Arnaud Démare a décroche sa première étape sur le Tour. Il devient le premier français à remporter un sprint dans la Grande Boucle depuis onze ans. Une éternité.. Malheureusement, la victoire du tricolore n’est pas l’événement du jour. Non car dans l’emballage final, derrière le Français, impérial, un énorme carambolage a envoyé Mark Cavendish et John Degenkolb au sol. En cause, un coude trop décollé de Peter Sagan et la folie pure du Britannique qui a essayé de passer dans un trou de souris qui se refermait devant lui.

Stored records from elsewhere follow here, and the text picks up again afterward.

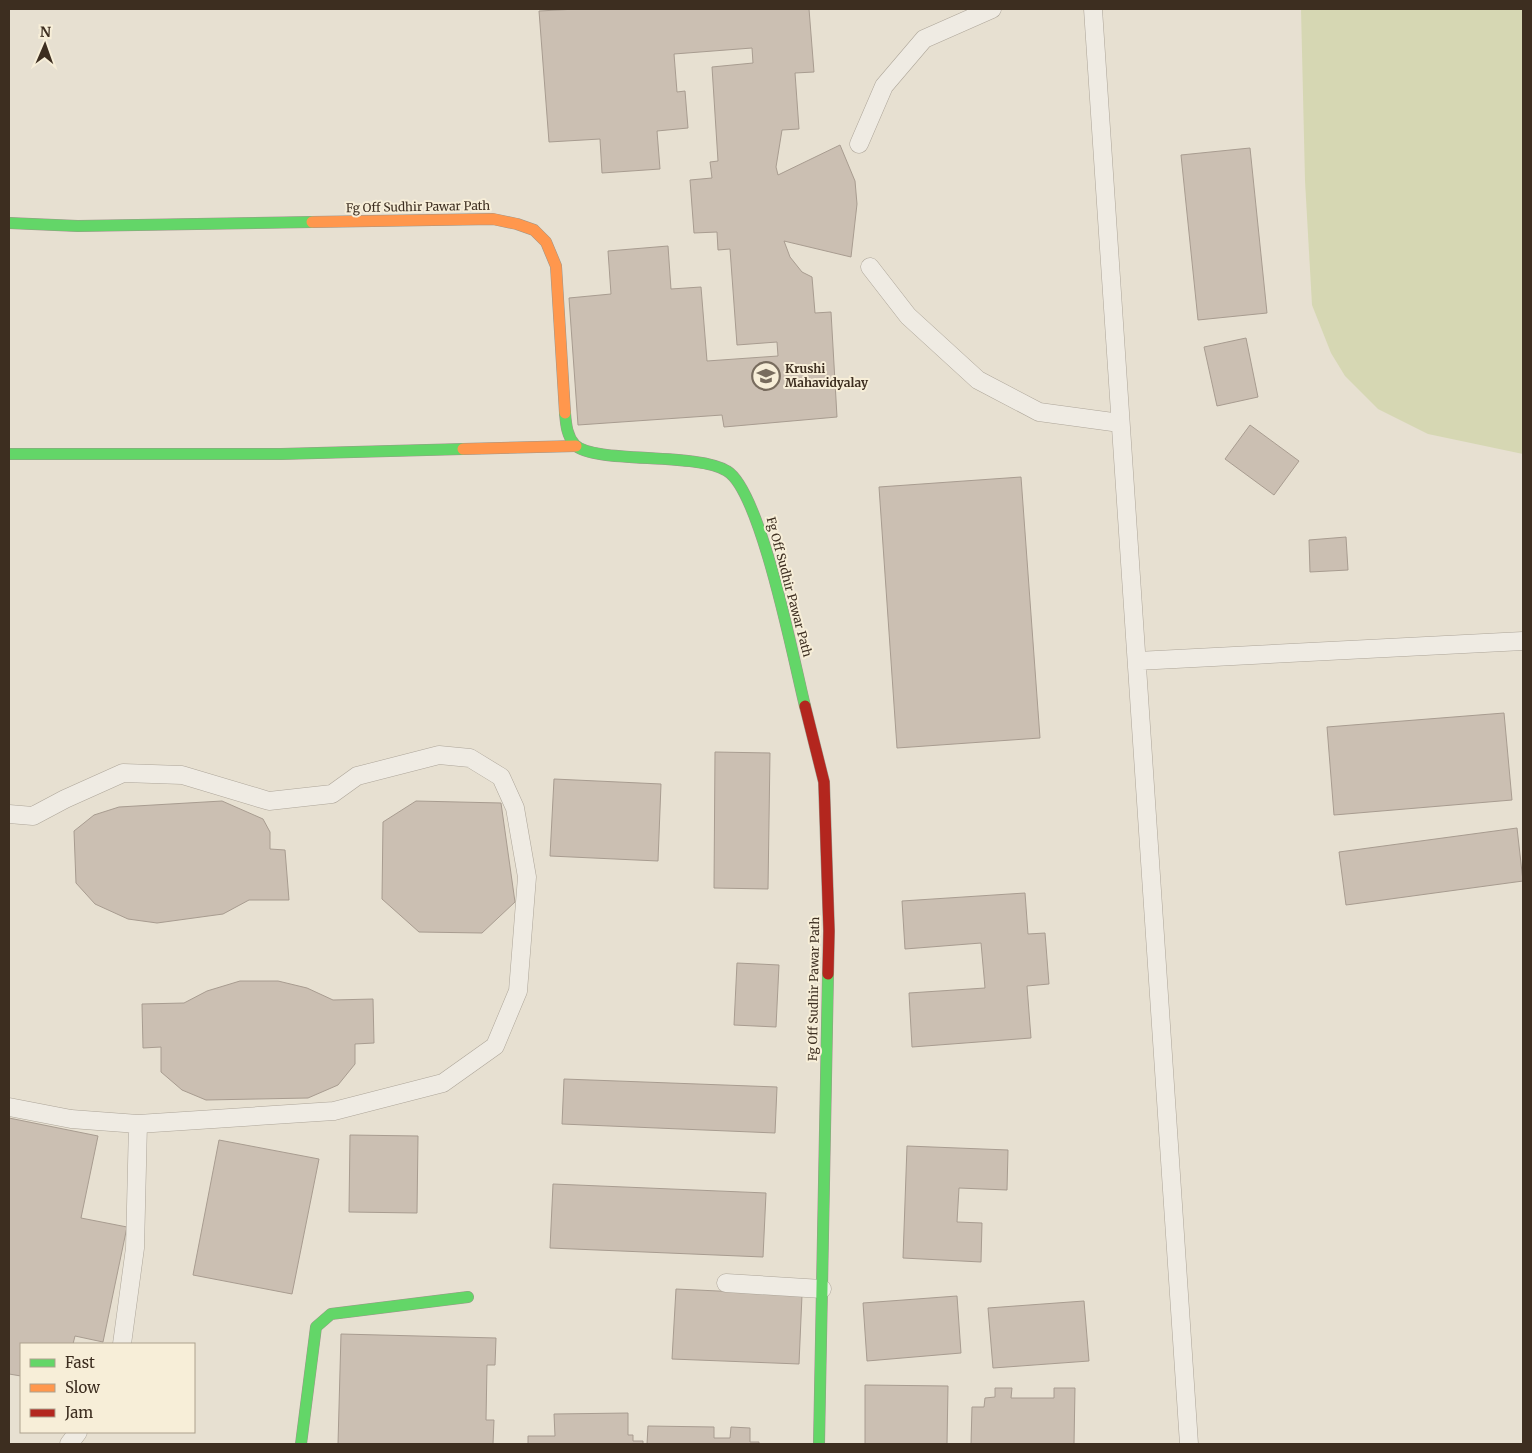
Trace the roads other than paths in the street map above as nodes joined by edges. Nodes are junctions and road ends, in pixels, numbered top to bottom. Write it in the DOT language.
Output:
graph roads {
  1 [pos="992,9"];
  2 [pos="1093,9"];
  3 [pos="859,144"];
  4 [pos="9,223"];
  5 [pos="870,267"];
  6 [pos="1120,423"];
  7 [pos="576,446"];
  8 [pos="9,454"];
  9 [pos="1523,641"];
  10 [pos="1136,662"];
  11 [pos="9,814"];
  12 [pos="9,1107"];
  13 [pos="138,1124"];
  14 [pos="726,1283"];
  15 [pos="822,1288"];
  16 [pos="468,1297"];
  17 [pos="122,1343"];
  18 [pos="77,1433"];
  19 [pos="69,1444"];
  20 [pos="301,1444"];
  21 [pos="819,1444"];
  22 [pos="1189,1444"];
  1 -- 3 [label="lane"];
  2 -- 6 [label="lane"];
  4 -- 7 [label="street, Fg Off Sudhir Pawar Path"];
  5 -- 6 [label="lane"];
  6 -- 10 [label="lane"];
  7 -- 8 [label="street"];
  7 -- 15 [label="street, Fg Off Sudhir Pawar Path"];
  9 -- 10 [label="lane"];
  10 -- 22 [label="lane"];
  11 -- 13 [label="lane"];
  12 -- 13 [label="lane"];
  13 -- 17 [label="lane"];
  14 -- 15 [label="lane"];
  15 -- 21 [label="street, Fg Off Sudhir Pawar Path"];
  16 -- 20 [label="street"];
  18 -- 19 [label="lane"];
}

Alors que Démare s’envolait en l’absence de Marcel Kittel, gêné par la première chute, démontrant ainsi qu’il est bien le sprinteur le plus puissant du peloton avec l’Allemand, la lutte a tourné à la catastrophe. Mark Cavendish, dont l’imprudence est la marque de fabrique, a tout essayé pour remporter son premier bouquet de l’année sur le Tour. Il est cette fois tombé sur un os, Peter Sagan. Le quintuple maillot vert a refusé de freiner et de laisser passer son rival. Pire, le Slovaque a fait une petite vague et a laissé partir son coude sur Cavendish, qui a terminé sa course contre les barrières. Le Britannique, touché à la clavicule, est désormais à l’hôpital pour faire des tests. Son comportement devant les médias rassurait, mais il est difficile d’être optimiste. Un membre du staff de Dimension Data expliquait que son leader irait passer des radios ce soir.

Sagan coupable ?

Difficile de désigner un coupable même si le geste de Sagan sera forcement retenu contre lui. À 70 kilomètres à l’heure, rien de tel n’est vraiment pardonnable. Mais un autre geste l’a peut-être sauvé d’une sanction trop lourde. Le double champion du monde est venu prendre des nouvelles de Mark Cavendish, l’un de ses plus grands adversaires. Pour l’instant, il n’écope que d’un déclassement et de trente secondes de pénalité. John Degenkolb, qui avait mis du temps pour revenir à un bon niveau, est retombé lourdement aujourd’hui. Roulant même sur le Cav’ dans la panique générale des 500 derniers mètres.

C’était pourtant écrit, la saison de Cavendish avait été pourrie par une mononucléose. Mais il semblait de retour presque au top sur ce Tour, quatrième à Liège et présent dans le sprint final aujourd’hui à Vittel. Alors du côté de Dimension Data, l’animosité était palpable contre Sagan à l’arrivée. « Si j’étais Peter Sagan, je m’excuserais pour ça », assénait Roger Hammond, le directeur sportif de l’équipe sud-africaine, au pied du bus. Reste à voir si les sanctions initiales seront modifiées. Une chose est sûre, la première victoire d’un Français dans un sprint depuis des années restera dans les anales. Mais elle passe aussi presque au second plan.